Integration Tests (tests/integration/test_middleware_chain.py)

  • Full pipeline tests exercising middleware through the Executor.call() path.

Contract: Middleware.before

Inputs

  • module_id (str/string/&str, required) — ID of the module about to execute
  • inputs (dict/object/Value, required) — module inputs (may be modified and returned)
  • context (Context, required) — current execution context

Errors

  • Any error raised by the middleware propagates and aborts the execution pipeline (downstream middlewares' before hooks are skipped; on_error hooks of already-executed middlewares are invoked)

Returns

  • On success: dict/Record<string, unknown>/Value or None/null/() — modified inputs (or None to pass inputs unchanged)

Properties

  • async: language-dependent (Python allows sync or async; TypeScript and Rust MUST be async)
  • thread_safe: true (called under executor lock on shared mutable state)
  • pure: false (may mutate context or inputs)

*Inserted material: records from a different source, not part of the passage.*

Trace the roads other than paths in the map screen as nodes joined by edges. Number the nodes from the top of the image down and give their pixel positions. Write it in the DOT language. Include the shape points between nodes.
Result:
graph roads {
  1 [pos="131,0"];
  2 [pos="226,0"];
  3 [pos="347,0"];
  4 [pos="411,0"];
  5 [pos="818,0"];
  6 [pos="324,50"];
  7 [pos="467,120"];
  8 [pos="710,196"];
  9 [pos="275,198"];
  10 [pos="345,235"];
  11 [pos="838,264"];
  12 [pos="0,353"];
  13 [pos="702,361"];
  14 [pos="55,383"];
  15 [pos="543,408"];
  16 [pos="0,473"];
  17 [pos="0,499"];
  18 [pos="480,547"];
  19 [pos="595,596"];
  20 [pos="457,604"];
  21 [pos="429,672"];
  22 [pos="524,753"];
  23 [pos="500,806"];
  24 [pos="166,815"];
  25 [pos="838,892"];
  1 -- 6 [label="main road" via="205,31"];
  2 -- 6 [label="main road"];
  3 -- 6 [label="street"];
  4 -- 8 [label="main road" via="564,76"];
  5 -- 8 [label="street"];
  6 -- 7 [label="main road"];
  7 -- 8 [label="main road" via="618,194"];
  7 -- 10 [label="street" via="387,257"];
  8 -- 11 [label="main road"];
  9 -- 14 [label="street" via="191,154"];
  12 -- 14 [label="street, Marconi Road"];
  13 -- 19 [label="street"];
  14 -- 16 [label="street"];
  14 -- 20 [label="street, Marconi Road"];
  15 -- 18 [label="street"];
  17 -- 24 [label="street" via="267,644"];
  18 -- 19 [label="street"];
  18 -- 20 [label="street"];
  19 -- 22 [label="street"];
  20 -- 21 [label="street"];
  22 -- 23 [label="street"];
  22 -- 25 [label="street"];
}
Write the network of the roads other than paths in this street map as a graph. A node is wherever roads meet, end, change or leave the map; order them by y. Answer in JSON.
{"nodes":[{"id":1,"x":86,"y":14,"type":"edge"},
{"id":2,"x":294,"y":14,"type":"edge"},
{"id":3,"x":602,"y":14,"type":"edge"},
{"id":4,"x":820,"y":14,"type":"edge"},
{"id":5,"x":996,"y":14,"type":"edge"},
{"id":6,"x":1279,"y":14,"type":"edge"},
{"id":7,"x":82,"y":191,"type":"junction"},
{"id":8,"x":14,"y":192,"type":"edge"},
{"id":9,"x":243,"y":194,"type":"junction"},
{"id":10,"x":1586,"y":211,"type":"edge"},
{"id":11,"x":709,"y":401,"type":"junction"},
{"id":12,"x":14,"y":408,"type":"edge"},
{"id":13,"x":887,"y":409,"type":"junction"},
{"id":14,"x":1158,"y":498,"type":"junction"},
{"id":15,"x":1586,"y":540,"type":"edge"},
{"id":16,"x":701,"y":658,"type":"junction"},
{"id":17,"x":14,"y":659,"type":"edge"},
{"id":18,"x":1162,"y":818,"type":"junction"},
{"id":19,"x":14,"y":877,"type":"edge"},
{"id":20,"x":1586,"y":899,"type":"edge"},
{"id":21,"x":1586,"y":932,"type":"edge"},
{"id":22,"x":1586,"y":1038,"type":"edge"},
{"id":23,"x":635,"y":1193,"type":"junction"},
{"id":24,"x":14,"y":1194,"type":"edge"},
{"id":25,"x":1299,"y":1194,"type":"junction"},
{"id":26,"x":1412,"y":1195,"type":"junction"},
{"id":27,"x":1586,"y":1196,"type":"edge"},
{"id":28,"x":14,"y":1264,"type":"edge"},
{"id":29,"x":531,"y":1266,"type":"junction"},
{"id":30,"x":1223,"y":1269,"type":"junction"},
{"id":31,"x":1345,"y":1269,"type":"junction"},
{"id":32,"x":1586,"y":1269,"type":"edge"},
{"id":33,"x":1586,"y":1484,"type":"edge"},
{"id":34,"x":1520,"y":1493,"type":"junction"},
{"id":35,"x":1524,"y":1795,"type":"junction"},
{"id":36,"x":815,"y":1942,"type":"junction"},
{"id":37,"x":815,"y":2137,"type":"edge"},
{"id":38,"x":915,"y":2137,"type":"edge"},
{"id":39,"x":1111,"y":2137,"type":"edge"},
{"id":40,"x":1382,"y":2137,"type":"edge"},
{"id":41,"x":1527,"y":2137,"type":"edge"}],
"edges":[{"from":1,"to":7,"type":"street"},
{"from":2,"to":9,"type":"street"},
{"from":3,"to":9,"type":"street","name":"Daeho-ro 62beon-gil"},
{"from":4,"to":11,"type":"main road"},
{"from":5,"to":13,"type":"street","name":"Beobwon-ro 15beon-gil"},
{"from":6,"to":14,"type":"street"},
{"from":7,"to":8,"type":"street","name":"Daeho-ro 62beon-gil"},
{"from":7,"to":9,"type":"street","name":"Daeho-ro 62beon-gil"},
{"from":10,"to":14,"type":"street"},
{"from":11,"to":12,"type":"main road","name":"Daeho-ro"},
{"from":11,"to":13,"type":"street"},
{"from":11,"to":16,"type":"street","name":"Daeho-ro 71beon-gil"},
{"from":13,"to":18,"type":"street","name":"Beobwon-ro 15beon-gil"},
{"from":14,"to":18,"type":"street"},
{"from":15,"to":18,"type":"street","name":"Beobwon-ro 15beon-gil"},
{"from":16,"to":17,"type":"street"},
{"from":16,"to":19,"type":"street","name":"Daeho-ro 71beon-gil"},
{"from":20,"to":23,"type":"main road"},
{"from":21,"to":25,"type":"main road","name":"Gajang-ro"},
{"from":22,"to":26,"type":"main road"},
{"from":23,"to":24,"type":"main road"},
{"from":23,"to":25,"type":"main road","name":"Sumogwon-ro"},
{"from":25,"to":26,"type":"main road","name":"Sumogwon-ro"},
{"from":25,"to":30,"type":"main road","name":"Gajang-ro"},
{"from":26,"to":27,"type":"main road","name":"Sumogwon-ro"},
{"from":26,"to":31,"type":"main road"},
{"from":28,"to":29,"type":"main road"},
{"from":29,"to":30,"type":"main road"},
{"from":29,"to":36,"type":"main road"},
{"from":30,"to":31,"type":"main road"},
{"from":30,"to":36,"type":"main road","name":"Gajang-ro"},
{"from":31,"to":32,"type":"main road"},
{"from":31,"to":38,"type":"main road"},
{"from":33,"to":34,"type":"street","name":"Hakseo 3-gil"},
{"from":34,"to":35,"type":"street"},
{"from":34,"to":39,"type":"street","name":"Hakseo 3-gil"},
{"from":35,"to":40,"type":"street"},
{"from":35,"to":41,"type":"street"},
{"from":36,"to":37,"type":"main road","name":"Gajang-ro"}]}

Contract: Middleware.after

Errors

  • Any error raised by the middleware: behavior is SDK-defined. Python and Rust propagate the first error immediately; TypeScript catches per-hook and rethrows the first error after all hooks have run. See PROTOCOL_SPEC.md §Middleware for the normative MUST once aligned.

Inputs

  • module_id (str/string/&str, required)
  • inputs (dict/object/Value, required)
  • output (dict/object/Value, required) — module output
  • context (Context, required)

Returns

  • On success: dict/Record<string, unknown>/Value or None/null/() — modified output (or None to pass unchanged)

Properties

  • async: language-dependent
  • thread_safe: true

Contract: Middleware.on_error

Inputs

  • module_id (str/string/&str, required)
  • inputs (dict/object/Value, required)
  • error (ModuleError, required) — the error that terminated execution
  • context (Context, required)

Errors

  • No errors raised (on_error MUST NOT raise)

Returns

  • On success with recovery: dict/Record<string, unknown>/Value — replacement output; Python and TypeScript return immediately on first recovery value; Rust continues calling all hooks but keeps first recovery. See note under Middleware.after.
  • On pass-through: None/null/None — signals no recovery; error continues propagating

Properties

  • async: language-dependent
  • thread_safe: true

Middleware Architecture Hardening (Issue #42)

1.1 Context Namespacing

Context keys in context.data are partitioned by namespace to prevent collisions between framework internals and user extensions.

Normative rules:

  • Framework-owned keys MUST use the _apcore.* prefix (e.g., _apcore.mw.logging.start_time).
  • User extensions MUST use the ext.* prefix (e.g., ext.my_company.request_id).
  • Implementations MUST NOT write to keys in the other party's namespace. A framework implementation MUST NOT write ext.* keys; user middleware MUST NOT write _apcore.* keys.
  • Keys that begin with neither prefix are allowed for backward compatibility but SHOULD be migrated to one of the two namespaces.

Canonical _apcore.* keys:

Key Set by Value
_apcore.mw.logging.start_time LoggingMiddleware.before() Wall-clock time (float, seconds since epoch) at the start of the module call
_apcore.mw.tracing.span_id TracingMiddleware.before() Active span ID string for the current module execution span
_apcore.mw.circuit.state CircuitBreakerMiddleware.before() Circuit state string: CLOSED, OPEN, or HALF_OPEN

1.2 CircuitBreakerMiddleware

The CircuitBreakerMiddleware tracks per-module error rates and latencies, and opens a circuit when thresholds are exceeded, preventing calls to unhealthy modules.

Normative rules:

  • CircuitBreakerMiddleware MUST track per-(module_id, caller_id) error statistics in a configurable rolling window.
  • When the error rate in the window exceeds open_threshold (default: 0.5), the circuit for that pair MUST transition to OPEN. In OPEN state, calls MUST be short-circuited and MUST raise CircuitBreakerOpenError.
  • The circuit MUST transition to HALF_OPEN after recovery_window_ms (default: 30000) has elapsed since the circuit opened. In HALF_OPEN state, exactly one probe call is allowed through. A successful probe transitions the circuit to CLOSED; a failed probe transitions it back to OPEN.
  • CircuitBreakerMiddleware MUST store the current circuit state in context.data["_apcore.mw.circuit.state"] on every call.
  • Implementations MUST emit apcore.circuit.opened and apcore.circuit.closed events via the EventEmitter when state transitions occur.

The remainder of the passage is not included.